Turkey
A Roman temple city swallowed by a Turkish village where children play between Corinthian columns.
Children chase a football between Corinthian columns. A grandmother hangs washing from a Roman archway. At Uzuncaburç in Turkey's Cilician highlands, a functioning Turkish village occupies the bones of a Roman temple city, and the line between the living settlement and the ancient one has been blurred for so long that nobody draws it anymore.

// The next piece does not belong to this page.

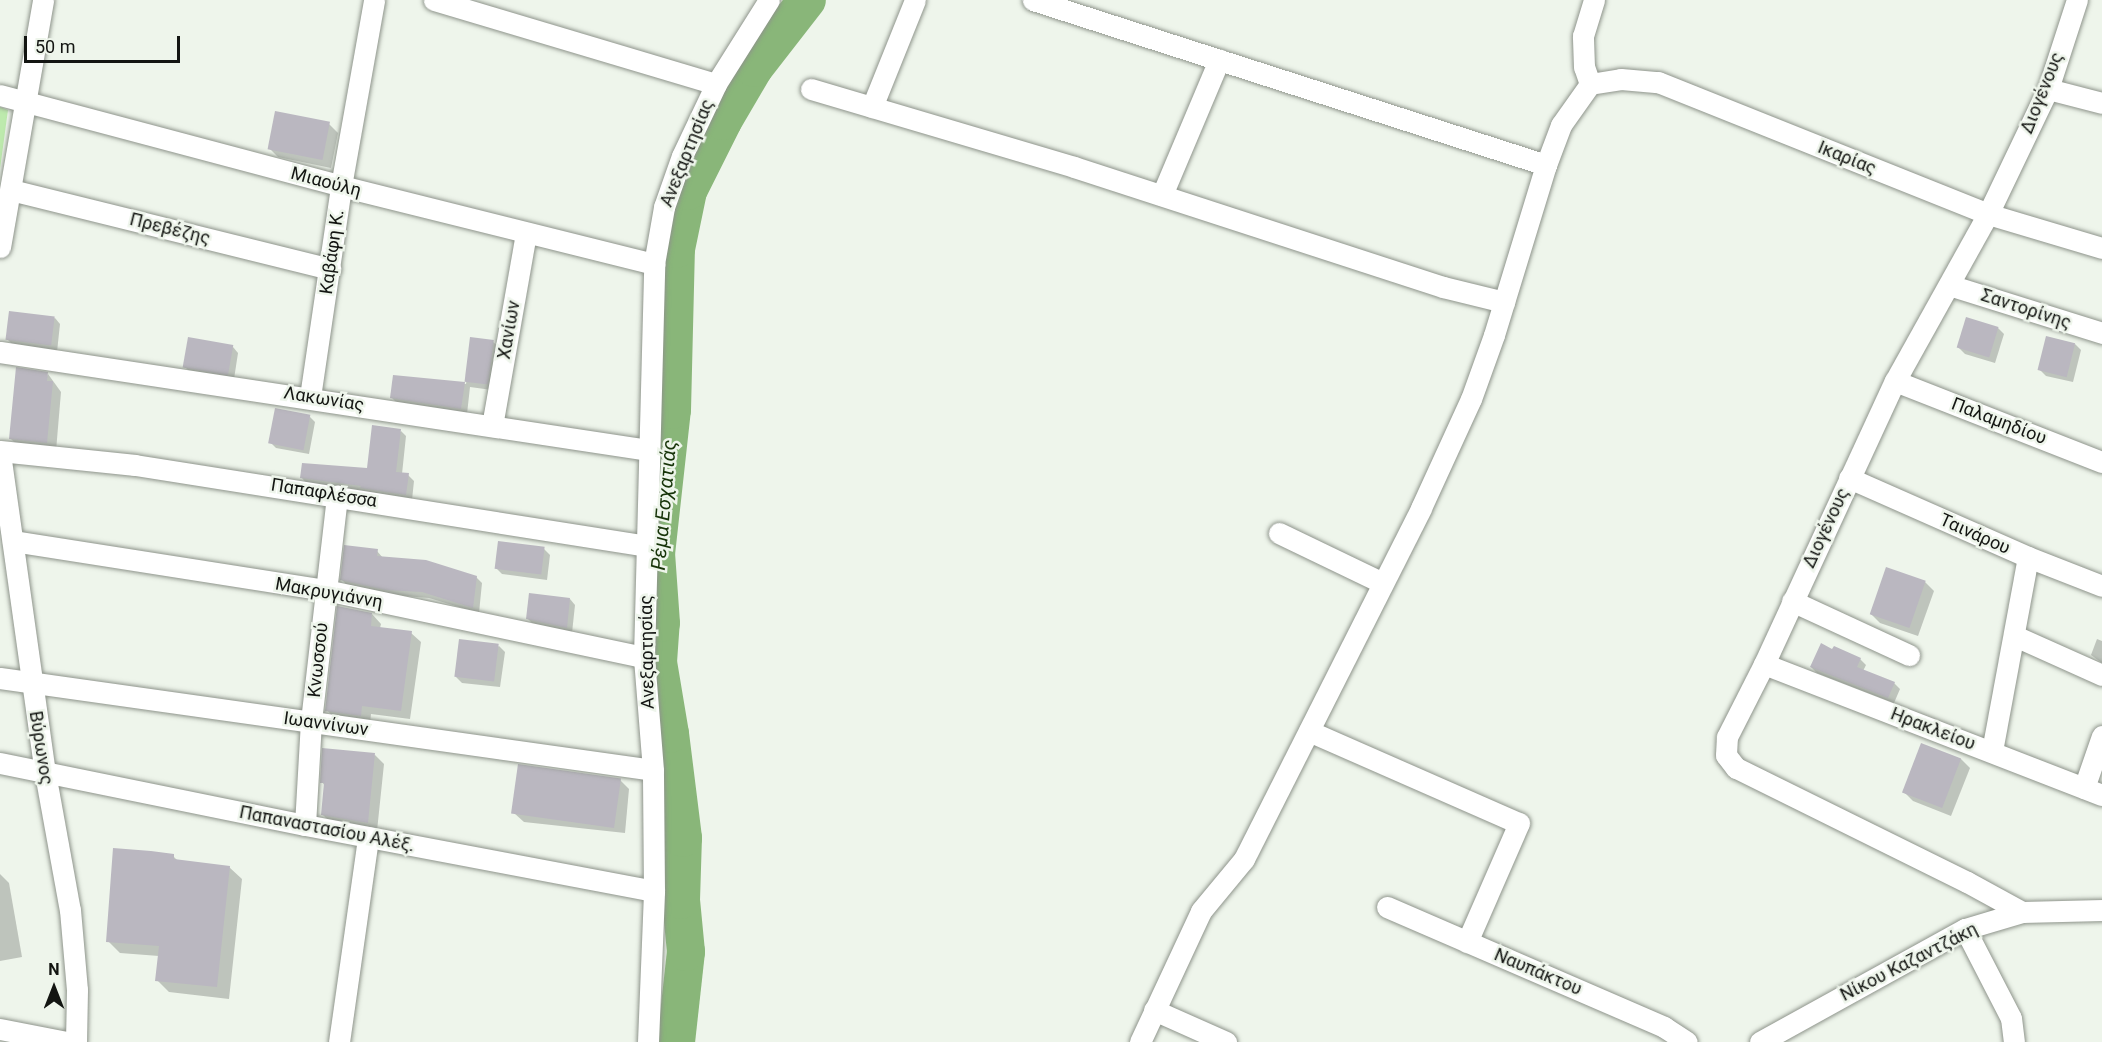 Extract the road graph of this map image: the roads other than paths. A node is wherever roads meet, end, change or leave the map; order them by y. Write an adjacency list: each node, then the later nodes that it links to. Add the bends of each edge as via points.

Uzuncaburç — ancient Diocaesarea — was one of the most important religious centres in Roman Cilicia, built around a temple to Zeus Olbios that dates to the 3rd century BC. The site retains a colonnaded street, a monumental gate, a theatre, and a five-storey Hellenistic tower that gives the village its modern name (Tall Tower). Unlike excavated sites where ruins stand in fenced-off isolation, Uzuncaburç's ancient structures are woven into the village's daily fabric — homes lean against temple walls, gardens grow inside former sanctuaries. The village sits at around 1,200 metres in the Taurus foothills above Silifke, surrounded by pine forest and limestone karst. The remoteness has kept it off standard itineraries, preserving an atmosphere of genuine, unmanaged coexistence between centuries.
Solo
The unpolished reality of a village growing inside a Roman city is the kind of scene that rewards patient, unhurried observation. No crowds, no audio guides — just you, the columns, and daily life.
Couple
Wander together through a place where ancient and modern are so intertwined they become one thing. The Taurus mountain setting and the village's quiet self-possession make it a memorable, offbeat discovery.
Silifke's tantuni — flash-fried lamb with peppers wrapped in thin yufka.
Çedene macunu, black seed paste mixed with honey, a Cilician folk remedy turned breakfast staple.